When Dr. Bernard Lander, the founder of Touro College, approached me to establish the graduate school 12 years ago, I initially said no. There were, and are, many outstanding schools of social work in New York and Boston. How could we compete with those, and from scratch too?
When I was at Hornstein I also taught at the Boston University School of Social Work, and I always knew, through that experience at B.U., that New York could use another place like that. Like Hornstein, I found B.U. to be a warm, collegial place. I eventually told Dr. Lander yes. The initial obstacle, the core challenge, was how do you create another graduate school from scratch in a city that has the oldest schools of social work in the country including at Columbia, N.Y.U. and Hunter, and how do you find the turf?
The way I found the turf was through this notion of the two "C's" that I articulated earlier of Hornstein: care and competence. I think for that reason we've established a niche in New York and in fact, from the award we got from the federal government, it's been now nationally recognized and I owe it to Hornstein.
Hornstein wasn't just an academic experience. It was a community-building experience, and the reason my graduate school has been successful at Touro is that I don't just teach classes. There's more. We have about 40 full- and part-time faculty and field instructors, and we're always asking ourselves: How do we go the extra mile for the student? If a student loses his or her food stamps, for example, or if a student has an injury, what can we do to make that student's life a little easier?

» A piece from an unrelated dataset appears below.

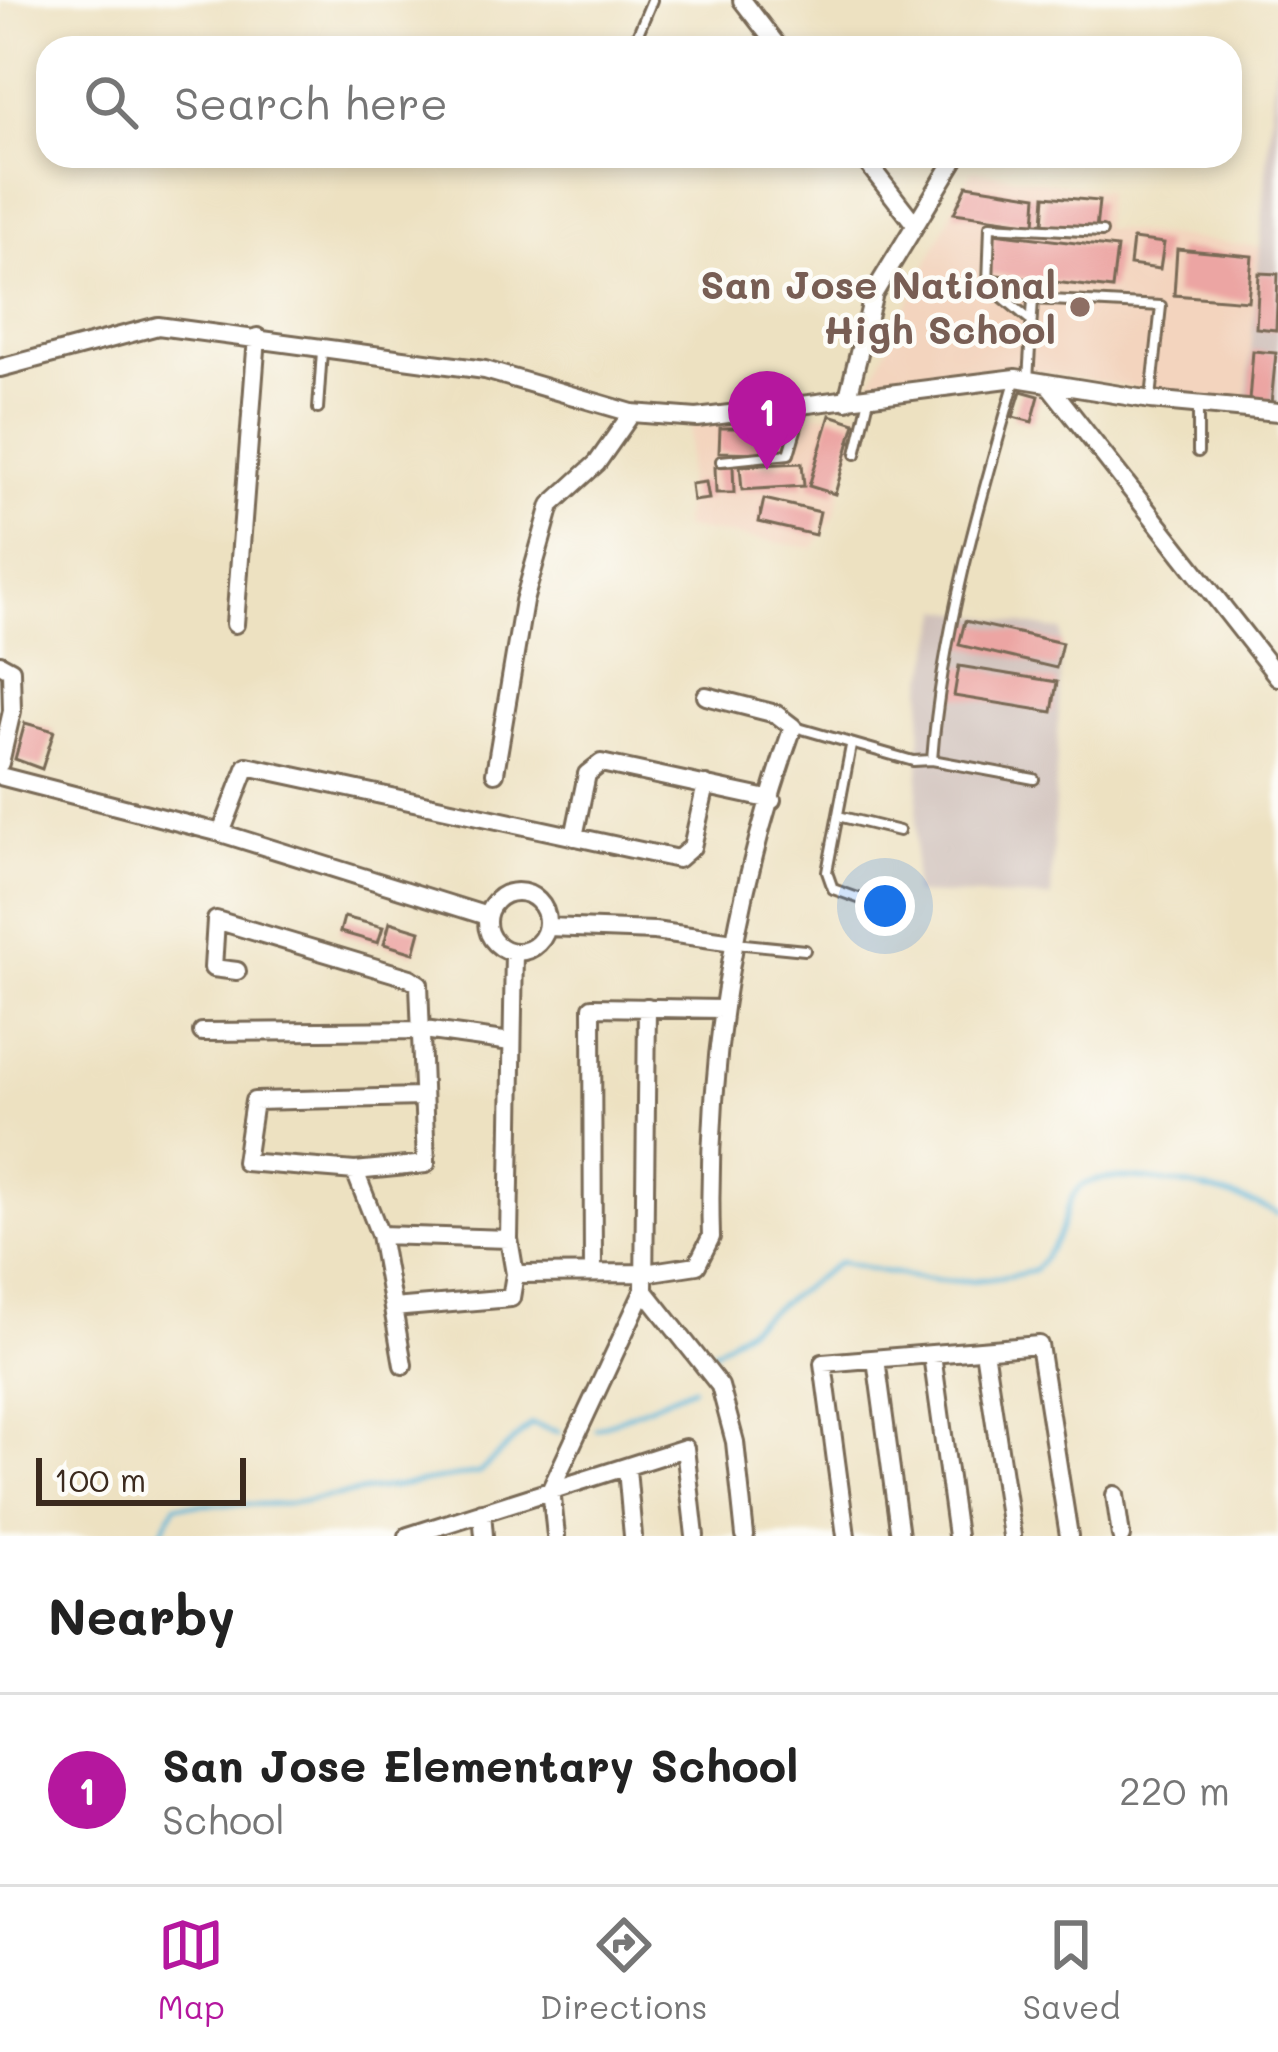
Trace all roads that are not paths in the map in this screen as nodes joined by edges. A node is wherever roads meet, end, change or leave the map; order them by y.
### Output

We have one student, Louis, who jumped on a roadside bomb to save his platoon while serving in the Middle East. Louis was seriously wounded. When he won the Purple Heart and became my student, the V.A. wasn't paying his tuition on a timely basis. I said to him, forget the tuition; we'll work it out. You're a hero to America. The least I can do is deal with your tuition.
Again, that was part of the legacy of Bernie and all the wonderful Hornstein faculty. It's not enough to provide academic quality. You have to have a sense of family and community as well.
As for challenges I've not yet overcome, I still have two, and I'm working on them. The first is a program in Israel. I think there's room for this type of education in Israel but I've encountered a lot of roadblocks from various institutions there. I am still committed to establishing a program for African Americans, Hispanics, Jews and others to go study in Israel for a quality period of time at a very inexpensive rate. That's an unfinished challenge of mine, and I still intend to get there. I believe that at a time when Israel is being ridiculed and demeaned by the world, I want our multi-ethnic students to see first-hand the complexity of Israel. I'd like them to be able to make their own informed decisions about Israel and not be biased by what this reporter or that reporter has said, or this U.N. panel or that panel has said. That's a challenge that Touro's current president, Dr. Allan Kadish, and I have talked about. We haven't met that challenge yet, but I still intend to do so.
The other challenge I haven't quite met yet is to establish an undergraduate program in social work. Particularly because of the kind of student that I attract, students who come from underprivileged backgrounds, be they African American, Jewish or Hispanic, we can't wait until graduate school to work with these students. We have to start with them as undergraduates or in high school.
So I am still working at that and I haven't quite got there. But with the president of the university, we are actively seeking a way to establish a new type of undergraduate education for students who are at risk and will not fit into your average, undergraduate institution; students who are smart and motivated but who need a little extra support and help. That's yet an unmet challenge but I'm convinced we'll get there.
Can I tell you a word about my wife, Frieda? She is a Jewish educator par excellence. Frieda was honored a few years ago as the top Jewish educator in Bergen County, New Jersey, which has a huge Jewish population of a couple hundred thousand Jews. She's now a Jewish educator at Union for Reform Judaism and briefly met current Hornstein students who were at U.R.J. as part of their tour of Jewish nonprofits in New York City.
Frieda also had a sensational experience in the Jewish education track in Hornstein under Saul Wachs and Danny Margolis and continues to embody that legacy of caring and competence. We're both still at it, you know, with no plans to retire.
Each of our three kids, we think, are also committed to serving the Jewish people. Our oldest son, Daniel, is a physician and very active in his congregation in New Jersey. Our middle daughter, Shira, teaches at Ramaz School, so she's followed in Frieda's footsteps as a Jewish educator at Ramaz, which is a vibrant Jewish day school in New York. Our youngest, Jonathan, just finished law school. He was president of the Jewish Students Association at University of Michigan Law School. I'm very proud of him because last year he started a study program for Muslims, Christians and Jews… Sound familiar? [Laughs] They get together at the Law School and study sacred texts on refugees. I think all three of them, in their life and work, combine that Hornstein legacy of care and compassion and academic rigor.